On May 2, 2011, the Board of Trustees of the City University of New York (CUNY), at their monthly public meeting, voted to remove (by tabling to avoid debate) Kushner's name from the list of people invited to receive honorary degrees, based on a statement by trustee Jeffrey S. Wiesenfeld about Kushner's purported statements and beliefs about Zionism and Israel. In response, the CUNY Graduate Center Advocate began a live blog on the "Kushner Crisis" situation, including news coverage and statements of support from faculty and academics. Three days later, CUNY issued a public statement that the Board is independent.

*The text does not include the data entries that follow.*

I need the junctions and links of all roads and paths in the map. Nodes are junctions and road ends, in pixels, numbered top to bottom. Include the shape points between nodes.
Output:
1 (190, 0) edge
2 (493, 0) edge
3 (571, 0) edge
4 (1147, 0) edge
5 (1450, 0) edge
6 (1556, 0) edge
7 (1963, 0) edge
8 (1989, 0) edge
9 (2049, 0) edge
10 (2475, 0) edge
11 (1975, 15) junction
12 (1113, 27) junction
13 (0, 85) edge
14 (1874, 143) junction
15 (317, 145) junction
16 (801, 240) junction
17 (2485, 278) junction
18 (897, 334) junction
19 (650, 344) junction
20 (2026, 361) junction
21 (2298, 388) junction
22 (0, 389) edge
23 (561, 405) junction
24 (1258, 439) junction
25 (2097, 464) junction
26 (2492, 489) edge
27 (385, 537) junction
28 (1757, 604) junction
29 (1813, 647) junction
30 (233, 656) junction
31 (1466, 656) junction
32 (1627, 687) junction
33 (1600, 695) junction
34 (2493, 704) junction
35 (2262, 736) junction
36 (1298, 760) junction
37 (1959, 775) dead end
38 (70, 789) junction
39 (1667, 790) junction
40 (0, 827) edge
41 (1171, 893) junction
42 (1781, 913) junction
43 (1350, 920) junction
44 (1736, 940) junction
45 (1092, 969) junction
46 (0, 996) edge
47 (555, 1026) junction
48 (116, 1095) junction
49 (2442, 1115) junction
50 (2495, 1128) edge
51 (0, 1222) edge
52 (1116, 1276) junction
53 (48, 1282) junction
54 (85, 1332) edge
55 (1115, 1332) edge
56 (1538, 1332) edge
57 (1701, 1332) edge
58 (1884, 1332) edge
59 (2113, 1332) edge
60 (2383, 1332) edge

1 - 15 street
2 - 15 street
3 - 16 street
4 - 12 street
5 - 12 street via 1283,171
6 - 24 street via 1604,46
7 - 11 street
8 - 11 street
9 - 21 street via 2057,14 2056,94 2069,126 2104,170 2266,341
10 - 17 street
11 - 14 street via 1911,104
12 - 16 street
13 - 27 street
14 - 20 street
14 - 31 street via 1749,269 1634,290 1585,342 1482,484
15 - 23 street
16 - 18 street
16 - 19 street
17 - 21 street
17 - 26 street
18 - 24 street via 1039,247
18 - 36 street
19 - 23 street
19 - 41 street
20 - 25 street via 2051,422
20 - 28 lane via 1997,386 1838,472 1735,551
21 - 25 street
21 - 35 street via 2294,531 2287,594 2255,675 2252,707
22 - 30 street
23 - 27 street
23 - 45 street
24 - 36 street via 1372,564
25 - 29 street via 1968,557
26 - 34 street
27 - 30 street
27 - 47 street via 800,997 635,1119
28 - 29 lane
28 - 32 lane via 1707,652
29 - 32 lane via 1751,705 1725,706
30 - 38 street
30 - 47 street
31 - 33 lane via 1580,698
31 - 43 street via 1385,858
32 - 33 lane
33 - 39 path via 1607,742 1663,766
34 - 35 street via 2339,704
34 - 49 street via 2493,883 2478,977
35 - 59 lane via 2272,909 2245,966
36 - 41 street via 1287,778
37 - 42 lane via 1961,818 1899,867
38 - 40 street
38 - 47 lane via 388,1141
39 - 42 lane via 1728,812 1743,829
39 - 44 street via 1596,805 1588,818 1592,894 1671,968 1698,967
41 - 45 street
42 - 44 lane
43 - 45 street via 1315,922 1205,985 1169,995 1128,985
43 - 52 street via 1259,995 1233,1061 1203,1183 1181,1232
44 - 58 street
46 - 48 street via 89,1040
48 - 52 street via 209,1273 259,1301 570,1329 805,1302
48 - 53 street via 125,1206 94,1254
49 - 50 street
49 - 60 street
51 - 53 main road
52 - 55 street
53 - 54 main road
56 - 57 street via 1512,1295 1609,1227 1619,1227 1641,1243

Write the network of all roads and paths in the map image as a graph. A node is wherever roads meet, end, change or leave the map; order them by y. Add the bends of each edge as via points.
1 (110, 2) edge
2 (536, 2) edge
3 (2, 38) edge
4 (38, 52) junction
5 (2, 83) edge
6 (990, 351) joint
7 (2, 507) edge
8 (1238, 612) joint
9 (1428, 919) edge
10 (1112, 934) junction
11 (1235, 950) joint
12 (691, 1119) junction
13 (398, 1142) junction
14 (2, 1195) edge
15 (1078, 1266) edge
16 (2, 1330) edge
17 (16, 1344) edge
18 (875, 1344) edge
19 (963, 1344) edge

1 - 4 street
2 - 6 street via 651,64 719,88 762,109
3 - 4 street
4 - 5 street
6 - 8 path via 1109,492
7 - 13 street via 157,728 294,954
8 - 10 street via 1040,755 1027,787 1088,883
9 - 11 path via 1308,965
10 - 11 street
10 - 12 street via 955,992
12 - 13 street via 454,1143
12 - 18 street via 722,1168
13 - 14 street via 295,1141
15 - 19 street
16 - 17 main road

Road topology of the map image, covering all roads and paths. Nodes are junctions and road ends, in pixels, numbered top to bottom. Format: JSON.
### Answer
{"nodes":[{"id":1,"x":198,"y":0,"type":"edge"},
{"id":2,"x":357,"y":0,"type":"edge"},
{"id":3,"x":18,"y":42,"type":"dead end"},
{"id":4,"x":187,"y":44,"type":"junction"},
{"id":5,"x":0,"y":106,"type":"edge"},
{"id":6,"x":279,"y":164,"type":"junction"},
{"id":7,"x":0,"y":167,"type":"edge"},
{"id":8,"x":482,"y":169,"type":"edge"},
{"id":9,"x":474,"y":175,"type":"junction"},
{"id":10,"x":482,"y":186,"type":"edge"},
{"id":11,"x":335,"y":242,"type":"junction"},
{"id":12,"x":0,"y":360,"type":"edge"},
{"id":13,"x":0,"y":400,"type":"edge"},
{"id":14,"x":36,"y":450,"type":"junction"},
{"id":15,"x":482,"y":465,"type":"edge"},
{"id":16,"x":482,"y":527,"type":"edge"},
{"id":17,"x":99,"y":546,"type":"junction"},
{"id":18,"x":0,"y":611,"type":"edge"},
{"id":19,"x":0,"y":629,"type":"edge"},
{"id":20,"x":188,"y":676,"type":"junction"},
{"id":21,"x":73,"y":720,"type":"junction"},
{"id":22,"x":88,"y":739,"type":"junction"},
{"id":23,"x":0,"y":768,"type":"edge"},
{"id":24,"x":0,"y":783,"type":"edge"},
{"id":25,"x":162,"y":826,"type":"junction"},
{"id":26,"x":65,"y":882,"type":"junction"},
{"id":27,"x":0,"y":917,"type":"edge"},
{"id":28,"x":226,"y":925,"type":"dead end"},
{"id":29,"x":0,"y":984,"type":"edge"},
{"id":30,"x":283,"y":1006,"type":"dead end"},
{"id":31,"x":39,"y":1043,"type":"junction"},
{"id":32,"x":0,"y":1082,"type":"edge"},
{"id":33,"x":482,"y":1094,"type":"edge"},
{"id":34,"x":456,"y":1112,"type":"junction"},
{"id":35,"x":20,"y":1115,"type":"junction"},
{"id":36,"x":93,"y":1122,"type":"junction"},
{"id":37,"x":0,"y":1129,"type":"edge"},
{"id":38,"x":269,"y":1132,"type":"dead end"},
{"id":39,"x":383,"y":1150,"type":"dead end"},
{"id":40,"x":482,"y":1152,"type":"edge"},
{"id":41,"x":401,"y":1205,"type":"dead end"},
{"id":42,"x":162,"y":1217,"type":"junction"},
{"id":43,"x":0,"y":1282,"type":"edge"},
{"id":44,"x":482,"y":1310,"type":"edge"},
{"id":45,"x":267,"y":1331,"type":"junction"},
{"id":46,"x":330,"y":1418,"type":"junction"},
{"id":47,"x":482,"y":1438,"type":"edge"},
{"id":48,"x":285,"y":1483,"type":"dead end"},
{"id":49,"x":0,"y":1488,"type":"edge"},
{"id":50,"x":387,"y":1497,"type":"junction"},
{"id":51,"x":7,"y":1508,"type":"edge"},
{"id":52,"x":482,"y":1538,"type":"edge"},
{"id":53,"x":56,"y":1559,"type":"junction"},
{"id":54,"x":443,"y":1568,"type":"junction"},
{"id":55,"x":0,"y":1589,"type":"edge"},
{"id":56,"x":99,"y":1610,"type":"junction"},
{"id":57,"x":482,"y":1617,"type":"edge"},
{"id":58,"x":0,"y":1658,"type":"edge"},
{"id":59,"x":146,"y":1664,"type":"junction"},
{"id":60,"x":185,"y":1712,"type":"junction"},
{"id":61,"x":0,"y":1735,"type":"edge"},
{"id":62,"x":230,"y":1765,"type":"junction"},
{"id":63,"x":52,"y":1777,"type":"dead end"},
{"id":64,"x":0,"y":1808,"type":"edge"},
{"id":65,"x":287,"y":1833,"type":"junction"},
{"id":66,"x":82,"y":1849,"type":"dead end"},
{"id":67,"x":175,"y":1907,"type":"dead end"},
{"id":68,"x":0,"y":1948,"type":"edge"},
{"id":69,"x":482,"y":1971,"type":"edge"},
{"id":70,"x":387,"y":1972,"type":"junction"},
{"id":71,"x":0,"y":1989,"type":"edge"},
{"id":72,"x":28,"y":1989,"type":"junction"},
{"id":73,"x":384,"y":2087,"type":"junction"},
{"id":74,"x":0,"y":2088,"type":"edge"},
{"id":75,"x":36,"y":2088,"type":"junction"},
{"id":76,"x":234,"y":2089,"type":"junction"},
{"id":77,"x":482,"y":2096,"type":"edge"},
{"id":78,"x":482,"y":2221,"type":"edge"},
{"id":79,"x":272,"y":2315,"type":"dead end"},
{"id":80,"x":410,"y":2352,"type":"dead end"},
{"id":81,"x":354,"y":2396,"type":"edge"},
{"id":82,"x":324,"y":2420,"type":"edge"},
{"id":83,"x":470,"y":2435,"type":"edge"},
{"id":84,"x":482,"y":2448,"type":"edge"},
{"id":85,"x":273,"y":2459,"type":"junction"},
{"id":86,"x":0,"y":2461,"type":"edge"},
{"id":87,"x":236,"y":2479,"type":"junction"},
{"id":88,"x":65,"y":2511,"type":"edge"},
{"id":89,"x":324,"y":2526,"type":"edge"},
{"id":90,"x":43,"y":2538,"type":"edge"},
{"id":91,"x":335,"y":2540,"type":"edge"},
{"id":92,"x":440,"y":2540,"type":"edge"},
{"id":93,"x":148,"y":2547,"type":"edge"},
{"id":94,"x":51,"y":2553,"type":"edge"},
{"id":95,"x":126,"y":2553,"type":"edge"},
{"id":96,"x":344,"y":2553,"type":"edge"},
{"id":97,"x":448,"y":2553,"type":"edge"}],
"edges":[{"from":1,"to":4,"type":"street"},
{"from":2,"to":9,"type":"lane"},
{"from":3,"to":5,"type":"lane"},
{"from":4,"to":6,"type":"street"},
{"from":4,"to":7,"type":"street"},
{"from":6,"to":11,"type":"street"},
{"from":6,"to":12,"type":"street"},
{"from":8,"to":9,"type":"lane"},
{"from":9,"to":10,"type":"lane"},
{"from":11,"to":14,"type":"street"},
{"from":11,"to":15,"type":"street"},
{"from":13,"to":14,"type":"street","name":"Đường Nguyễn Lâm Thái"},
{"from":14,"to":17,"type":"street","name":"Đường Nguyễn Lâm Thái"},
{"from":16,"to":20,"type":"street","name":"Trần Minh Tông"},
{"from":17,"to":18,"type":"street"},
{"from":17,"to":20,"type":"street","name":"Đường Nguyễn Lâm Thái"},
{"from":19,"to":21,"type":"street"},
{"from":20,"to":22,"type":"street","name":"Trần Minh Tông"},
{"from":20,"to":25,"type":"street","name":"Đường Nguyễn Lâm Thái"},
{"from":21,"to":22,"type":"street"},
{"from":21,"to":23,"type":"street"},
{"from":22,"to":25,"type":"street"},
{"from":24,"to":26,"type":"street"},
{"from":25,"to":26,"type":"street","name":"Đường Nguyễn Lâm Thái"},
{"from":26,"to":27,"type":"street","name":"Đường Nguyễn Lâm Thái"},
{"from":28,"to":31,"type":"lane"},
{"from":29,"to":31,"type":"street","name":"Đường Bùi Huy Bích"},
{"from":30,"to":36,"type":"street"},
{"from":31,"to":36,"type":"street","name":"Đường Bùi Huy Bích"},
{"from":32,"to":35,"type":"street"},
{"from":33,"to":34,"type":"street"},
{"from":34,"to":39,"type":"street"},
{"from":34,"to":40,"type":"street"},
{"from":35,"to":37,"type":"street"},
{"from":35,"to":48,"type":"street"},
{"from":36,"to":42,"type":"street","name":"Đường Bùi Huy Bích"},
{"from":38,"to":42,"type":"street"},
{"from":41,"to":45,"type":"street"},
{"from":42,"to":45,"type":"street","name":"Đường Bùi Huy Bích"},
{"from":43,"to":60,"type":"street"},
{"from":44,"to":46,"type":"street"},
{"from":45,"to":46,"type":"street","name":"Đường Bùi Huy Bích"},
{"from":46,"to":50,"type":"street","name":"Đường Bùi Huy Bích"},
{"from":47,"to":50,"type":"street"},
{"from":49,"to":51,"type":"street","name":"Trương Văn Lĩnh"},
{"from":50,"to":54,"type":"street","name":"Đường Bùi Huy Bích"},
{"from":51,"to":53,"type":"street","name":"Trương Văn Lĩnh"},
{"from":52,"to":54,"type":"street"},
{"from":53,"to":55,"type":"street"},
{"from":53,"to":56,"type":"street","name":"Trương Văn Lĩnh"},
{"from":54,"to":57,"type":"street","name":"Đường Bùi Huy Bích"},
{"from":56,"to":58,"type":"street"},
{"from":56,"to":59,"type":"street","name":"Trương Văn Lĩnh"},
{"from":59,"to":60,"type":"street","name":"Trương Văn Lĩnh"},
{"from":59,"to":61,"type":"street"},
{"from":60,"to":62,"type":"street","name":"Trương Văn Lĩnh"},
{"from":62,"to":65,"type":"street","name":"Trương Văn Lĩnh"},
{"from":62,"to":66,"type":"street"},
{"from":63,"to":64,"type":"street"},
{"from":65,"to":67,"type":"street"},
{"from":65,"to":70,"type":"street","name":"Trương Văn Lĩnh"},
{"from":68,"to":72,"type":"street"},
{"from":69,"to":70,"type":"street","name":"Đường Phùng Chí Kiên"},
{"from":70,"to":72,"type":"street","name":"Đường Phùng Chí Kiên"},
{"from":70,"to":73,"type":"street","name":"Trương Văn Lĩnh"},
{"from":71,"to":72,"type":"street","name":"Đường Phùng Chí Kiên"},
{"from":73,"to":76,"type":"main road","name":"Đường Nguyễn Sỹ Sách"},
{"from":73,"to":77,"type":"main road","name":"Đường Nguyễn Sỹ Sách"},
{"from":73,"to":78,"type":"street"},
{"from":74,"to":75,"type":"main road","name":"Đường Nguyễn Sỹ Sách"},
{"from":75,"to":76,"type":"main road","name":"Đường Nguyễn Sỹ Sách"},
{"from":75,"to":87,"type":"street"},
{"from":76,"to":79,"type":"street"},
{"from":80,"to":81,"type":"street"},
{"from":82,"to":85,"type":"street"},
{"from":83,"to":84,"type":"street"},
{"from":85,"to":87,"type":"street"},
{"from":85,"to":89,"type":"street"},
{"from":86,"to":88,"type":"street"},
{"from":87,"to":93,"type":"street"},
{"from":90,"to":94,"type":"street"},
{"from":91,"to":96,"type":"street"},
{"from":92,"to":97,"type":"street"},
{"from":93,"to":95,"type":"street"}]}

On May 6, three previous honorees stated they intended to return their degrees: Barbara Ehrenreich, Michael Cunningham, and Ellen Schrecker. Wiesenfeld said that if Kushner would renounce his anti-Israel statements in front of the Board, he would be willing to vote for him. The same day, the Board moved to reverse its decision. Kushner accepted the honorary doctorate at the June 3 graduation for the John Jay College of Criminal Justice.

Personal life 
Kushner and his partner, Mark Harris, held a commitment ceremony in April 2003, the first same-sex commitment ceremony to be featured in the Vows column of The New York Times. In summer 2008, Kushner and Harris were legally married at the town hall in Provincetown, Massachusetts.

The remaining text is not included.